Provided information ▸
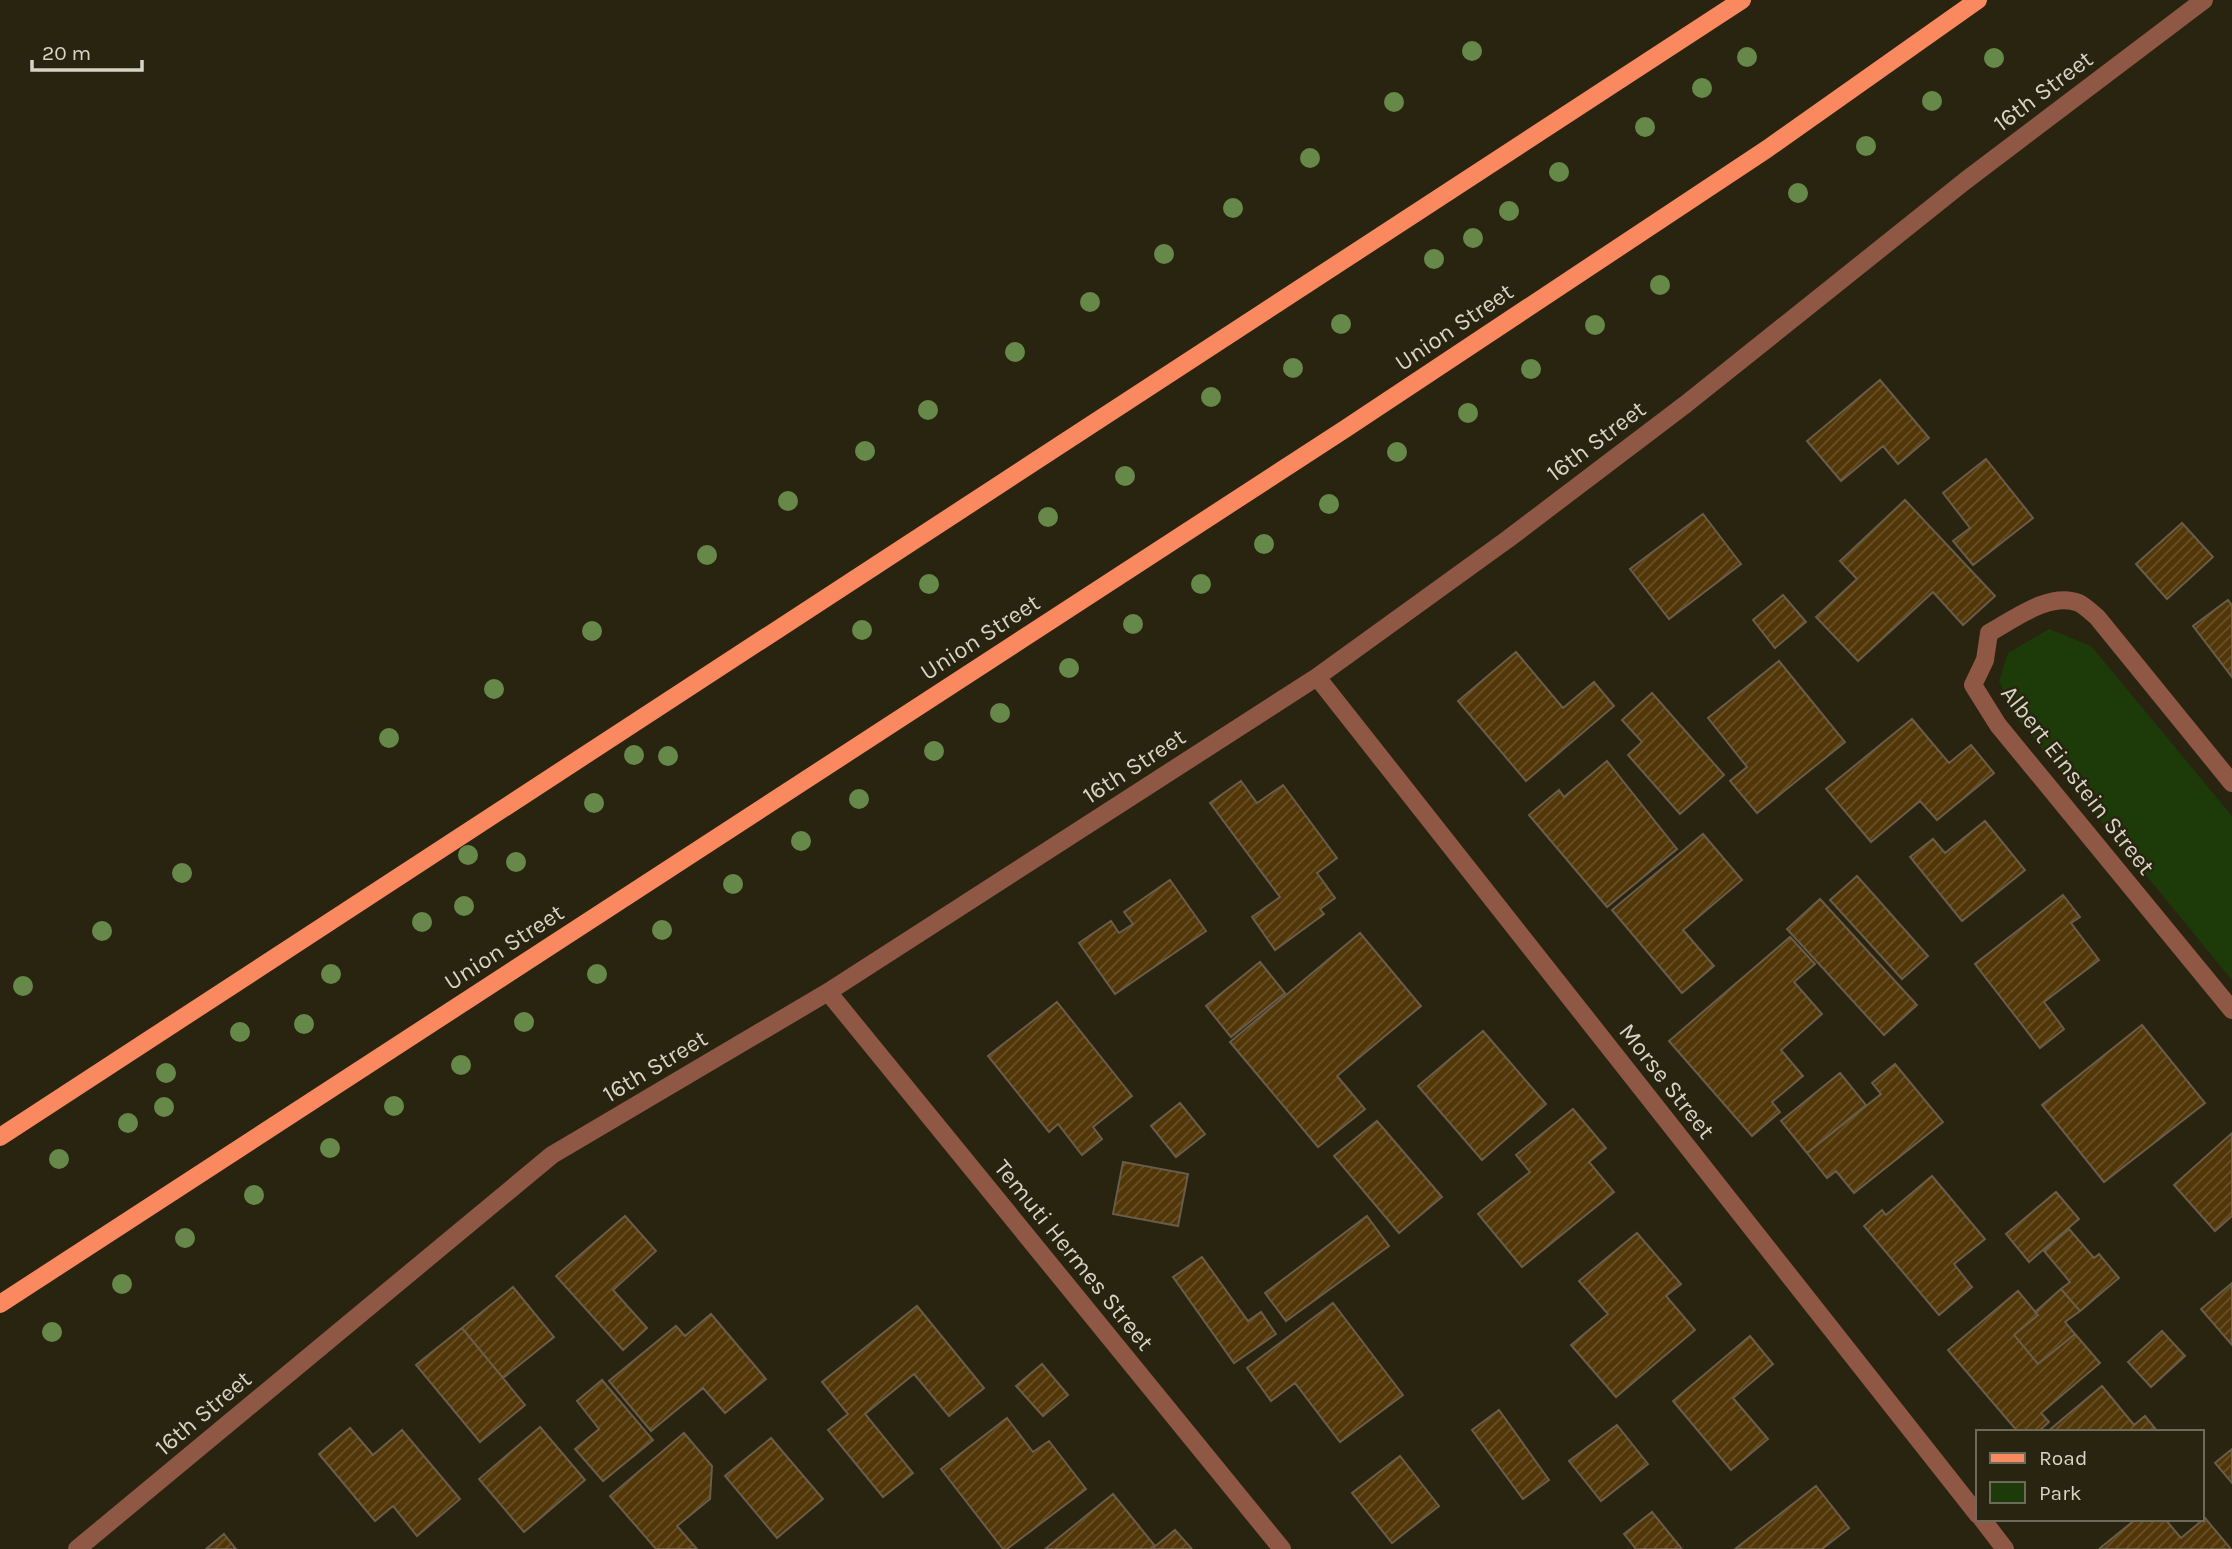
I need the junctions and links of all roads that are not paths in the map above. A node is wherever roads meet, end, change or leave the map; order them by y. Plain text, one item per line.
1 (1742, 0) edge
2 (1978, 0) edge
3 (2204, 0) edge
4 (1317, 677) junction
5 (2232, 783) edge
6 (828, 992) junction
7 (2232, 1010) edge
8 (0, 1137) edge
9 (0, 1304) edge
10 (1976, 1512) edge
11 (1984, 1521) edge
12 (77, 1549) edge
13 (1282, 1549) edge
14 (2005, 1549) edge

1 - 8 main road
2 - 9 main road, Union Street
3 - 4 street, 16th Street
4 - 6 street, 16th Street
4 - 10 street, Morse Street
5 - 7 street, Albert Einstein Street
6 - 12 street, 16th Street
6 - 13 street, Temuti Hermes Street
11 - 14 street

About this task ▸ Repeat the records in full, precisely, and keep the pictures out.

Answer for this exercise ▸
I need the junctions and links of all roads that are not paths in the map above. A node is wherever roads meet, end, change or leave the map; order them by y. Plain text, one item per line.
1 (1742, 0) edge
2 (1978, 0) edge
3 (2204, 0) edge
4 (1317, 677) junction
5 (2232, 783) edge
6 (828, 992) junction
7 (2232, 1010) edge
8 (0, 1137) edge
9 (0, 1304) edge
10 (1976, 1512) edge
11 (1984, 1521) edge
12 (77, 1549) edge
13 (1282, 1549) edge
14 (2005, 1549) edge

1 - 8 main road
2 - 9 main road, Union Street
3 - 4 street, 16th Street
4 - 6 street, 16th Street
4 - 10 street, Morse Street
5 - 7 street, Albert Einstein Street
6 - 12 street, 16th Street
6 - 13 street, Temuti Hermes Street
11 - 14 street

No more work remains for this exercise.